Lettre de S.M. le Roi Mohammed VI au Premier ministre, M. Abderrahmane El Youssoufi,définissant le cadre et les orientations du plan quinquennal

Rabat le 16/12/1999

''Au nom de Dieu, 

Que la prière et la paix soient sur le Prophète, Sa Famille et Ses Compagnons,

Notre fidèle serviteur et dévoué Premier ministre, Monsieur Abderrahmane El Youssoufi, 
Que Dieu te préserve, t'assiste et guide tes pas sur la voie du bien.

Tu sais parfaitement l'extrême importance que nous accordons à la consolidation et au renforcement des fondements du développement économique, social et culturel dans notre pays, ainsi que notre objectif d'étendre les bienfaits de la prospérité à l'ensemble de nos sujets, à travers la réalisation d'un développement global répondant aux exigences de la mise à niveau de l'économie nationale, de l'amélioration des conditions matérielles et morales des citoyens, en dotant notre pays de structures solides à même de lui permettre d'affronter les défis auxquels il doit faire face et de s'intégrer de manière positive dans un environnement mondial qui connaît des mutations profondes et rapides. 

Le développement global pour lequel nous œuvrons, signifie la promotion du pays dans tous les domaines économiques, sociaux, culturels et politiques et l'édification de son développement de telle manière que l'ensemble de ses composantes puissent bénéficier des fruits du progrès, aussi bien au niveau des catégories sociales que sur le plan spatial. 
Sur cette base, il importe de concevoir une stratégie de développement intégré dont l'exécution aura pour but de renforcer les structures de la société, d'intégrer ses différentes composantes et de consolider son tissu et son unité.

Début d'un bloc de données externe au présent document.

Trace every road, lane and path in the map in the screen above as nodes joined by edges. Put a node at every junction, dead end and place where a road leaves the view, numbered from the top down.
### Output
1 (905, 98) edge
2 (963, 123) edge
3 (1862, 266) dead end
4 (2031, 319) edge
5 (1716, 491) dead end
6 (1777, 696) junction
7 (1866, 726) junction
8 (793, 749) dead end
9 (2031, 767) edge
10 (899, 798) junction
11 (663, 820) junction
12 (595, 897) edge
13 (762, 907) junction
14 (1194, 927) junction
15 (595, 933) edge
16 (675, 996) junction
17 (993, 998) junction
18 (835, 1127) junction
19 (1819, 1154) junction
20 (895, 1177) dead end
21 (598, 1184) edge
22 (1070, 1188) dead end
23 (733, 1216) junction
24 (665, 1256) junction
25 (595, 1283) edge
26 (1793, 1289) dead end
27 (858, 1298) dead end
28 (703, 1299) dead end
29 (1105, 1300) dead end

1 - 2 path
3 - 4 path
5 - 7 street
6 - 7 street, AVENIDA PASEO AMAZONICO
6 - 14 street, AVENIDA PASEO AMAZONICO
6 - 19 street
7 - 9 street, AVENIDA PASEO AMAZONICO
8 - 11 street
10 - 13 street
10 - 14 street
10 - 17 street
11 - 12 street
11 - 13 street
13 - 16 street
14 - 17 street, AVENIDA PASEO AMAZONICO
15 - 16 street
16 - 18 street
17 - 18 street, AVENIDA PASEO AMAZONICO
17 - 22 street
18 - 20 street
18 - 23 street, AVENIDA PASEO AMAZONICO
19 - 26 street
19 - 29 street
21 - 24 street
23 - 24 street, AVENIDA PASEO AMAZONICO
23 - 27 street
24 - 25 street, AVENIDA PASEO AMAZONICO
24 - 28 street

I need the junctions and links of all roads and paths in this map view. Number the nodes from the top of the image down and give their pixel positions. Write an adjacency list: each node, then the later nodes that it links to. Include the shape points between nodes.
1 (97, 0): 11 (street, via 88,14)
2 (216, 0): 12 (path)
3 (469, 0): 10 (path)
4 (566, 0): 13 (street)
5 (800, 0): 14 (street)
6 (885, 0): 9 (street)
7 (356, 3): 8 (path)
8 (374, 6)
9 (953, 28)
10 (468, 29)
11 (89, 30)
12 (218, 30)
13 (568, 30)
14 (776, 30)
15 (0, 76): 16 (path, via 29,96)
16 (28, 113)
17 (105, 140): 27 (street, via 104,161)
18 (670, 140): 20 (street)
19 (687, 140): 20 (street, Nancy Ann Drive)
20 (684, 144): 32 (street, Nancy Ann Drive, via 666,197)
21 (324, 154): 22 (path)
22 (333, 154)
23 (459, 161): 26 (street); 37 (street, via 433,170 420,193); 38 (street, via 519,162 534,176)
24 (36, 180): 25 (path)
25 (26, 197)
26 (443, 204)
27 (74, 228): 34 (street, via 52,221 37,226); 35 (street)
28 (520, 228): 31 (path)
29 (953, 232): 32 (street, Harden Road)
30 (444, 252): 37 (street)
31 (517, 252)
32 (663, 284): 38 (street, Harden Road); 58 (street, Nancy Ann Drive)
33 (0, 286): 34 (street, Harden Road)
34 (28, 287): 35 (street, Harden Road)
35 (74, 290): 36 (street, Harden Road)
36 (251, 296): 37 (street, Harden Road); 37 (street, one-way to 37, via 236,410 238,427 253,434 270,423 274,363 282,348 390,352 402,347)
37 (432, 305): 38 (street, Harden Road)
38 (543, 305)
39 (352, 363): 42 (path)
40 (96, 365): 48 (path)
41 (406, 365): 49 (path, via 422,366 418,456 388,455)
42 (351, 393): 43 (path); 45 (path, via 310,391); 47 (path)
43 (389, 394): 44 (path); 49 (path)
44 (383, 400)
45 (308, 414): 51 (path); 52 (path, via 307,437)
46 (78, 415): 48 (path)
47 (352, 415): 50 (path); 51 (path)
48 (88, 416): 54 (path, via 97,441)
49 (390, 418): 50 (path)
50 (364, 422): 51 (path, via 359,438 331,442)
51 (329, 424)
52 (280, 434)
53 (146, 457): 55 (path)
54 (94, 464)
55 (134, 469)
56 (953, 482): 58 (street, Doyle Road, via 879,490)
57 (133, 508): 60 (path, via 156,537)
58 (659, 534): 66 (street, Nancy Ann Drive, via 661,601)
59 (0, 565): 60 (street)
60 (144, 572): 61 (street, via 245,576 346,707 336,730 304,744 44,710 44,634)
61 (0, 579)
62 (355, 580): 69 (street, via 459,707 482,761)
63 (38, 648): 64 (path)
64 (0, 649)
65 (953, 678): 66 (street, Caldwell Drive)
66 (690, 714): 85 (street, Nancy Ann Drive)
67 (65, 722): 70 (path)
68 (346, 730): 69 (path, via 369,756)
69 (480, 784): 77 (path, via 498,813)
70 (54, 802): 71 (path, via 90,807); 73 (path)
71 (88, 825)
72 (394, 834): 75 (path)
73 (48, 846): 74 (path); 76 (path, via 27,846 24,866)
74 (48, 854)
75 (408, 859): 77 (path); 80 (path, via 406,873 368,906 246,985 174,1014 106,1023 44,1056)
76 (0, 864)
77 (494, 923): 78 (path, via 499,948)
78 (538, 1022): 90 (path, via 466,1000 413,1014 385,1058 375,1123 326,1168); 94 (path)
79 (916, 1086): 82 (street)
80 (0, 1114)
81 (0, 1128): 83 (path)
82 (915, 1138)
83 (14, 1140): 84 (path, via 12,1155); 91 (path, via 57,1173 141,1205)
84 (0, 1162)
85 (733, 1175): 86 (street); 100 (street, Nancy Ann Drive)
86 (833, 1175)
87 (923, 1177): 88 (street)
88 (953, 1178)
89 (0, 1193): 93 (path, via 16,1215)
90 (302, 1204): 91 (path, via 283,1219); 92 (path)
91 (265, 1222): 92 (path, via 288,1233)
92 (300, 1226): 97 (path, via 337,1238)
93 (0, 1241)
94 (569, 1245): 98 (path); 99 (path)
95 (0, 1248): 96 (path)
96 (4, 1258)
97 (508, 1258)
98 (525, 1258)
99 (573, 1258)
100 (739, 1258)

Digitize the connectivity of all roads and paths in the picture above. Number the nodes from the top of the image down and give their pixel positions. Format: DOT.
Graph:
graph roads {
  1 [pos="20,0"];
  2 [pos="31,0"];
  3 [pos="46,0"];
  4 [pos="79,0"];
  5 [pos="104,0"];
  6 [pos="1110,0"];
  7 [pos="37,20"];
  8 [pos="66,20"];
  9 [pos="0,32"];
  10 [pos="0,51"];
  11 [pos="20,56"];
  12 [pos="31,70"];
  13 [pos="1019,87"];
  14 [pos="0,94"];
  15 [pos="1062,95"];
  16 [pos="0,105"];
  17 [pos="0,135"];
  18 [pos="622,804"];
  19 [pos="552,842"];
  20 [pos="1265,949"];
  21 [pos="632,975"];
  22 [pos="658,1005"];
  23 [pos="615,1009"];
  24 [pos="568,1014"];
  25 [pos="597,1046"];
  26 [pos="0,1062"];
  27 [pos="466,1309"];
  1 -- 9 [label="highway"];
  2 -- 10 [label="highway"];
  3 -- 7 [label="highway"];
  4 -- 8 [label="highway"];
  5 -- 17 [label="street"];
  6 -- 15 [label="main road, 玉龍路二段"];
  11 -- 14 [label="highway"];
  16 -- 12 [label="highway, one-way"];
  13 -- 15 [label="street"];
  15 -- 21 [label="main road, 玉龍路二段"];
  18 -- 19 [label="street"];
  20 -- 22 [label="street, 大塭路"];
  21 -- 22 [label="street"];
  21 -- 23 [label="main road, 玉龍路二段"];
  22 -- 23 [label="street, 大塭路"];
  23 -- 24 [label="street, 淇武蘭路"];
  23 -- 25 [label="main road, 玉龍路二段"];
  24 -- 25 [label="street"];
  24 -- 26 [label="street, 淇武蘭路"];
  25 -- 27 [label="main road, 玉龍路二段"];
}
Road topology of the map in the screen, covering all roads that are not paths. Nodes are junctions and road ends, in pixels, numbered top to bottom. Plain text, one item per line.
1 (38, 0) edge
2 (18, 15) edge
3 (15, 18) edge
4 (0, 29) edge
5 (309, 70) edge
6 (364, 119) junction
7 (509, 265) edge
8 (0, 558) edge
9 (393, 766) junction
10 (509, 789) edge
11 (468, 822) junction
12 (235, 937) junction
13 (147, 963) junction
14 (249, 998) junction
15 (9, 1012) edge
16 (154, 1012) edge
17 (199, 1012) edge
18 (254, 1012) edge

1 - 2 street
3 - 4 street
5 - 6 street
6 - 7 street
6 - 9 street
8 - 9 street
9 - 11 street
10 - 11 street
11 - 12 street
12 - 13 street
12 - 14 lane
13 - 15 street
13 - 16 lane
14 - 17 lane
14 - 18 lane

Il s'agit essentiellement de ce qui suit:
- Premièrement: la promotion des régions défavorisées et leur intégration dans la dynamique du développement, notamment en rattrapant le retard dont souffre le monde rural en matière d'équipements socio-économiques et en trouvant des solutions à la baisse du revenu, à l'analphabétisme et à l'insuffisance des prestations sociales.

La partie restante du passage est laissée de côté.